Inge Trame, Gleichstellungsbeauftragte der Stadt Gütersloh, und die Gütersloher Altbürgermeisterin Maria Unger. Foto: Stadt Gütersloh
20.02.2023

„Das Amt war eine große Freude“

Ob es um das Bürgermeisteramt oder den Stadtrat geht – Frauen sind in der Kommunalpolitik vielerorts nach wie vor in der Minderzahl. Die Städte Detmold, Arnsberg, Gütersloh, Minden und Lippstadt wollen dies ändern. Eine Studie und eine Veranstaltungsreihe sollen Erkenntnisse, aber auch Diskussionsstoff rund um das Thema bieten. 

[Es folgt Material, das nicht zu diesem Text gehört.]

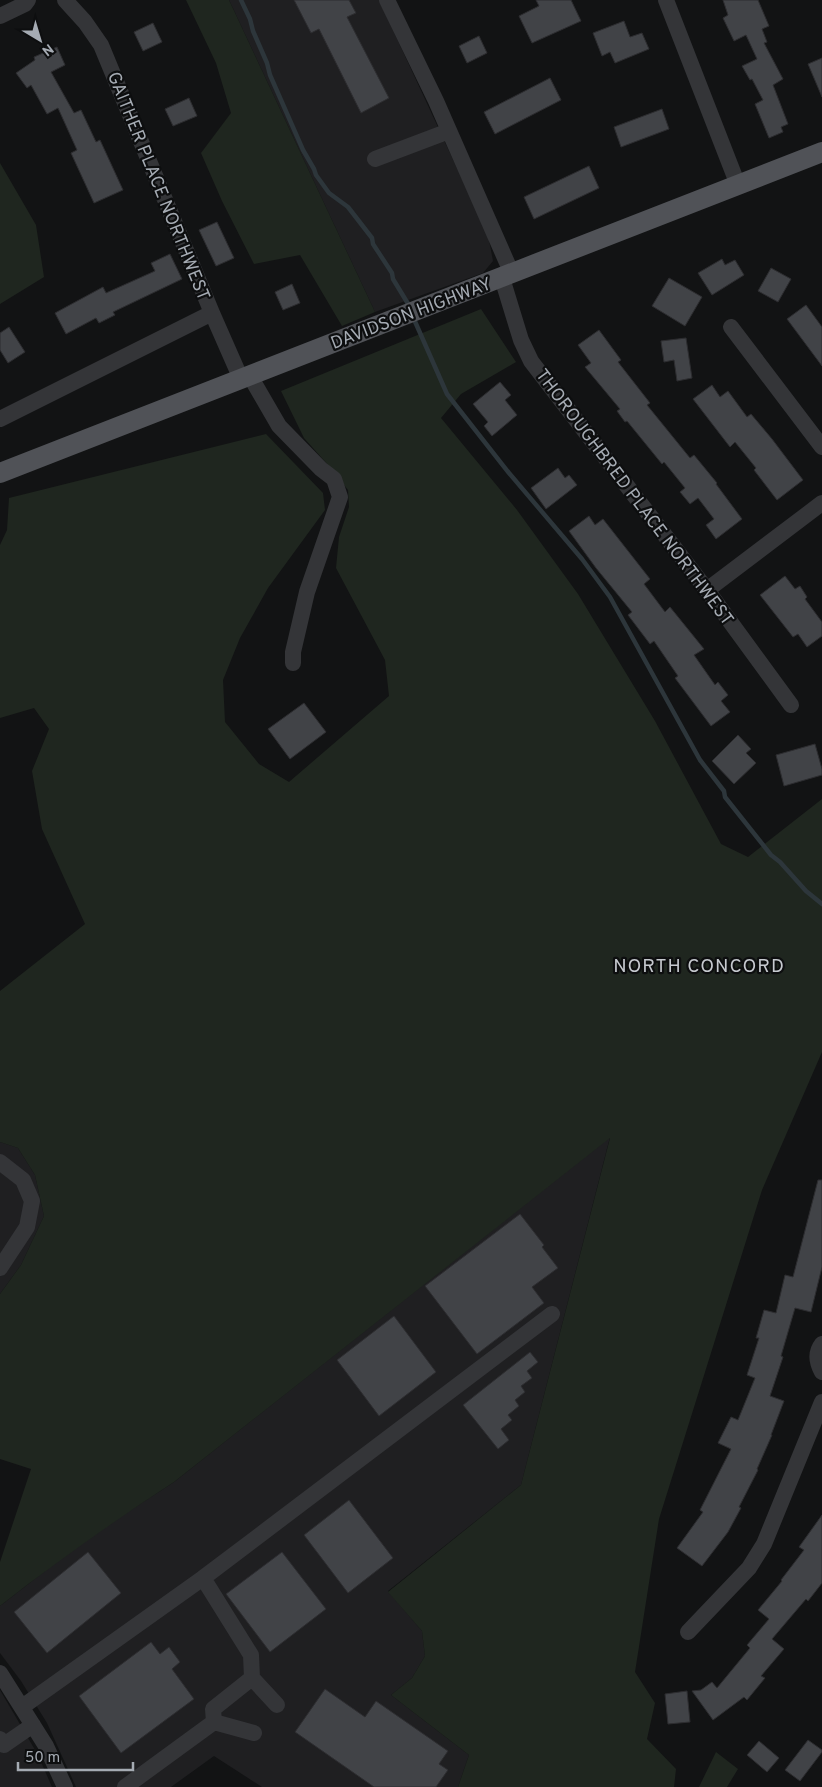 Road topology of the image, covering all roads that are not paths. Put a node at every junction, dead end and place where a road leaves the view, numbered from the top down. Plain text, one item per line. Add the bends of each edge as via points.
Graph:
1 (28, 0) edge
2 (65, 0) edge
3 (387, 0) edge
4 (666, 0) edge
5 (0, 16) edge
6 (449, 131) junction
7 (822, 152) edge
8 (375, 159) dead end
9 (738, 185) junction
10 (507, 276) junction
11 (212, 313) junction
12 (731, 326) dead end
13 (245, 378) junction
14 (0, 419) edge
15 (822, 447) edge
16 (0, 473) edge
17 (822, 503) edge
18 (707, 590) junction
19 (293, 663) dead end
20 (791, 705) dead end
21 (0, 1162) edge
22 (0, 1268) edge
23 (552, 1314) dead end
24 (822, 1344) edge
25 (822, 1372) edge
26 (822, 1402) edge
27 (203, 1578) junction
28 (688, 1632) dead end
29 (252, 1678) junction
30 (3, 1684) edge
31 (277, 1705) dead end
32 (22, 1707) junction
33 (214, 1722) junction
34 (33, 1725) junction
35 (254, 1733) dead end
36 (0, 1739) edge
37 (65, 1787) edge
38 (125, 1787) edge

1 - 5 street
2 - 11 street, GAITHER PLACE NORTHWEST via 101,45
3 - 6 street, THOROUGHBRED PLACE NORTHWEST
4 - 9 street
6 - 8 street
6 - 10 street, THOROUGHBRED PLACE NORTHWEST
7 - 9 main road, DAVIDSON HIGHWAY
9 - 10 main road, DAVIDSON HIGHWAY
10 - 13 main road, DAVIDSON HIGHWAY
10 - 18 street, THOROUGHBRED PLACE NORTHWEST via 521,340 532,361
11 - 13 street, GAITHER PLACE NORTHWEST
11 - 14 street
12 - 15 street
13 - 16 main road, DAVIDSON HIGHWAY
13 - 19 street, GAITHER PLACE NORTHWEST via 279,426 334,479 340,497 307,592
17 - 18 street
18 - 20 street, THOROUGHBRED PLACE NORTHWEST
21 - 22 street via 23,1180 32,1201 27,1226
23 - 27 street
24 - 25 street via 817,1360
26 - 28 street via 764,1544 749,1568
27 - 29 street via 251,1655
27 - 32 street
29 - 31 street
29 - 33 street via 213,1709
30 - 32 street
32 - 34 street
33 - 35 street
33 - 38 street
34 - 36 street via 4,1744
34 - 37 street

Maria Unger ist eine Pionierin in Sachen Engagement in der Kommunalpolitik. Von 1994 bis 2015 war sie Bürgermeisterin der Stadt Gütersloh. Zunächst im Ehrenamt und ab 1999 als hauptamtliche Verwaltungschefin. Gemeinsam mit der Gütersloher Gleichstellungsbeauftragten Inge Trame spricht sie im Interview über die Frage, warum Engagement sich lohnt.

Frau Trame, fünf mittelgroße Städte in Ost- und Südwestfalen engagieren sich für das Thema „Frauen in der Kommunalpolitik“. Was gab den Anstoß?
Inge Trame: In Gütersloh liegt der Anteil von Frauen bei Ratsmitgliedern und sachkundigen Bürgerinnen und Bürgern im Rat seit Jahren bei ungefähr einem Drittel und aktuell bei 39 Prozent. Das reicht uns nicht. Daher wollen wir Erkenntnisse sammeln, was Frauen und Männer bewegt, sich in der Kommunalpolitik zu engagieren und was sie vielleicht auch davon abhält. Gleichzeitig geht es uns um eine Signalwirkung. Oft heißt es nämlich, dass man solche Projekte eher in Großstädten umsetzen kann, aber nicht im ländlichen Raum. Wir wollen deutlich machen, dass gerade die kleineren Kommunen gute Orte für Frauen sind, um sich zu engagieren. In der Verwaltung und in der Stadtgesellschaft gibt es kurze Wege und im Austausch oft einen kurzen Draht.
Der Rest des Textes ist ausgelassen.